__EXERCISE MATERIALS__:
==*==

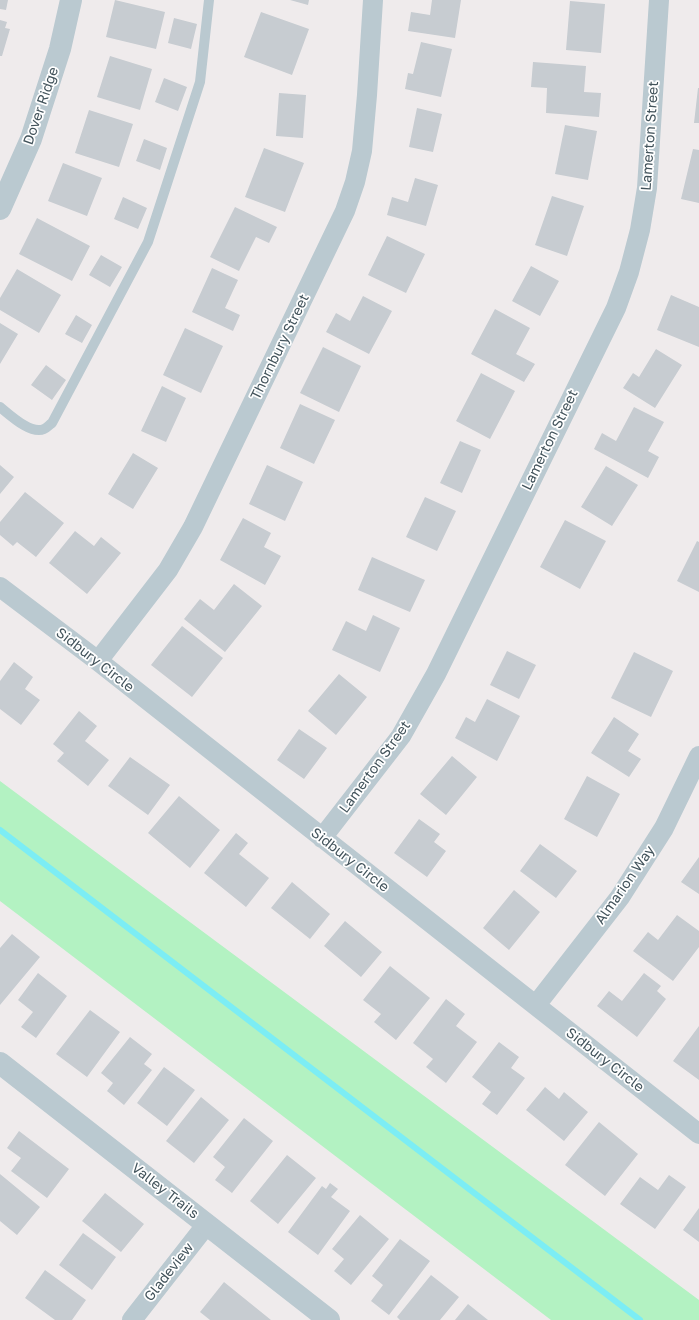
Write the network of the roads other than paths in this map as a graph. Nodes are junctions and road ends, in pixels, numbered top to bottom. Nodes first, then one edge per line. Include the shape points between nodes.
1 (71, 0) edge
2 (209, 0) edge
3 (373, 0) edge
4 (659, 0) edge
5 (0, 209) edge
6 (0, 407) edge
7 (0, 587) edge
8 (98, 661) junction
9 (699, 756) edge
10 (322, 838) junction
11 (536, 1005) junction
12 (3, 1071) edge
13 (699, 1134) edge
14 (207, 1224) junction
15 (132, 1320) edge
16 (330, 1320) edge

1 - 5 street, Dover Ridge via 60,49 31,139
2 - 6 lane via 200,82 148,242 52,423 44,429 35,430 20,423
3 - 8 street, Thornbury Street via 362,151 345,211 193,527 168,570
4 - 10 street, Lamerton Street via 647,188 629,272 616,308 436,674 401,736
7 - 8 street, Sidbury Circle
8 - 10 street, Sidbury Circle
9 - 11 street, Almarion Way via 664,828 624,891
10 - 11 street, Sidbury Circle
11 - 13 street, Sidbury Circle
12 - 14 street, Valley Trails
14 - 15 street, Gladeview
14 - 16 street, Valley Trails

==*==

__YOUR OBJECTIVE__:
Pictures in the records must not appear in the copy; transcribe everything else precisely.

__WRITTEN REPLY__:
Write the network of the roads other than paths in this map as a graph. Nodes are junctions and road ends, in pixels, numbered top to bottom. Nodes first, then one edge per line. Include the shape points between nodes.
1 (71, 0) edge
2 (209, 0) edge
3 (373, 0) edge
4 (659, 0) edge
5 (0, 209) edge
6 (0, 407) edge
7 (0, 587) edge
8 (98, 661) junction
9 (699, 756) edge
10 (322, 838) junction
11 (536, 1005) junction
12 (3, 1071) edge
13 (699, 1134) edge
14 (207, 1224) junction
15 (132, 1320) edge
16 (330, 1320) edge

1 - 5 street, Dover Ridge via 60,49 31,139
2 - 6 lane via 200,82 148,242 52,423 44,429 35,430 20,423
3 - 8 street, Thornbury Street via 362,151 345,211 193,527 168,570
4 - 10 street, Lamerton Street via 647,188 629,272 616,308 436,674 401,736
7 - 8 street, Sidbury Circle
8 - 10 street, Sidbury Circle
9 - 11 street, Almarion Way via 664,828 624,891
10 - 11 street, Sidbury Circle
11 - 13 street, Sidbury Circle
12 - 14 street, Valley Trails
14 - 15 street, Gladeview
14 - 16 street, Valley Trails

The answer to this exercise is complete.